The prime minister’s March 21 decision to fire Bar, which came in the middle of a Shin Bet investigation into the dealings of the prime minister’s close aides in the Qatargate scandal, prompted opposition parties and government watchdog groups to file petitions to the High Court of Justice seeking to halt the termination.

They accused Netanyahu of trying to stymie the probe and of firing Bar for political reasons, and requested that the court reverse the decision since, they argue, it was made with a conflict of interest and out of ulterior motives.

During a press conference last Sunday, Opposition Leader Yair Lapid called on Netanyahu to halt incitement against Bar before it leads to “political murder.”

Former PM Bennett: Netanyahu preventing victory over Hamas by preventing Haredi enlistment

Former prime minister Naftali Bennett donates blood in memory of Sgt. First Class Yona Brief, March 27, 2025. (Avshalom Sassoni/ FLASH90)
Former prime minister Naftali Bennett donates blood in memory of Sgt. First Class Yona Brief, March 27, 2025. (Avshalom Sassoni/ FLASH90)

By “preventing the enlistment of the ultra-Orthodox,” Prime Minister Benjamin Netanyahu’s government is keeping Israel from achieving victory over Hamas in Gaza, former Prime Minister Naftali Bennett declares.

In a lengthy tweet, Bennett says that Israel’s continued military “stumbling in Gaza stems directly from government policy that deprives the IDF of the main tool required for victory: fighters.”

Bennett slams “bombastic declarations from ministers [most of whom have never held a gun]” calling for the full conquest of Gaza while “these same ministers are literally depriving the IDF of the soldiers needed to carry out the same mission” — adding that “the IDF has been stretched beyond the limit” since October 7.

Claiming that the IDF “is short 20,000 soldiers,” Bennett argues that repeated emergency call-ups of reservists cannot substitute for a wider recruitment base.

The army has stated that it is facing a manpower shortage and currently needs some 12,000 new soldiers — 7,000 of whom would be combat troops.

The “solution,” Bennett asserts, is to call up one-fifth of eligible Haredim, a move which would “free up our reservists to breathe so that when we really need them for a large-scale operation, they would be fit.”

An ultra-Orthodox man is seen in front of a sign for an IDF recruitment office during a protest against conscripting Haredi men to the military, in Jerusalem, May 1, 2024. (Yonatan Sindel/Flash90)

However, no real action has been taken, and “the orders being sent are a bluff,” Bennett continues, accusing Netanyahu and Finance Minister Smotrich of “putting politics above the good of the country.”

Currently, approximately 70,000 Haredi men between the ages of 18 and 24 are eligible for military service and have not enlisted.
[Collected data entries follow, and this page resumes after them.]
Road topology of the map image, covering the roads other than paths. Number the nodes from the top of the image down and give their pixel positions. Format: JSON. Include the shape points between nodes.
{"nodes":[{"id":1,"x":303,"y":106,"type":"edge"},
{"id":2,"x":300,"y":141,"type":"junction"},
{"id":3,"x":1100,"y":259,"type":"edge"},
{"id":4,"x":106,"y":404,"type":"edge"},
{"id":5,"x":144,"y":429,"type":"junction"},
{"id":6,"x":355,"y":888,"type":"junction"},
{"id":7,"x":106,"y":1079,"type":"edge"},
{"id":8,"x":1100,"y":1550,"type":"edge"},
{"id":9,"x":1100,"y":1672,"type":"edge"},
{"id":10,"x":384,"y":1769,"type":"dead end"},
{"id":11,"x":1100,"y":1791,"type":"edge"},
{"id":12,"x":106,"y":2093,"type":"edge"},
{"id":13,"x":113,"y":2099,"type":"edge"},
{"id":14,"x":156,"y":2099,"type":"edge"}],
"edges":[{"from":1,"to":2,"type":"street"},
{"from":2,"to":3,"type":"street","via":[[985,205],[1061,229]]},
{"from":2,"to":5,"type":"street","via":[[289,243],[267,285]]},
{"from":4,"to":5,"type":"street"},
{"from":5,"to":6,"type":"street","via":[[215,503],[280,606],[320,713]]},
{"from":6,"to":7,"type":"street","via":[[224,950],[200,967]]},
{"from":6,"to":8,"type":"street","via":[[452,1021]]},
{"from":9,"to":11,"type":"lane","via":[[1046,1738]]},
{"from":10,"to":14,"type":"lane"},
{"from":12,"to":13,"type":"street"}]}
The IDF has sent out 18,915 initial draft orders to members of the Haredi community in several waves since July 2024, but according to the IDF, only 232 of those who have received orders have enlisted — 57 of them in combat roles.

Addressing the Knesset Foreign Affairs and Defense Committee last Wednesday, Lt. Col. Avigdor Dickstein, head of the Haredi branch of the IDF’s Personnel Directorate, indicated that despite the army aiming to recruit 4,800 Haredi men during the 2024-2025 draft cycle, only 1,721 have enlisted thus far.

“We set ourselves a target of 4,800 and we will not reach that. There is an upward trend here, but it is not sufficient and does not correspond to the very large operational need,” he said.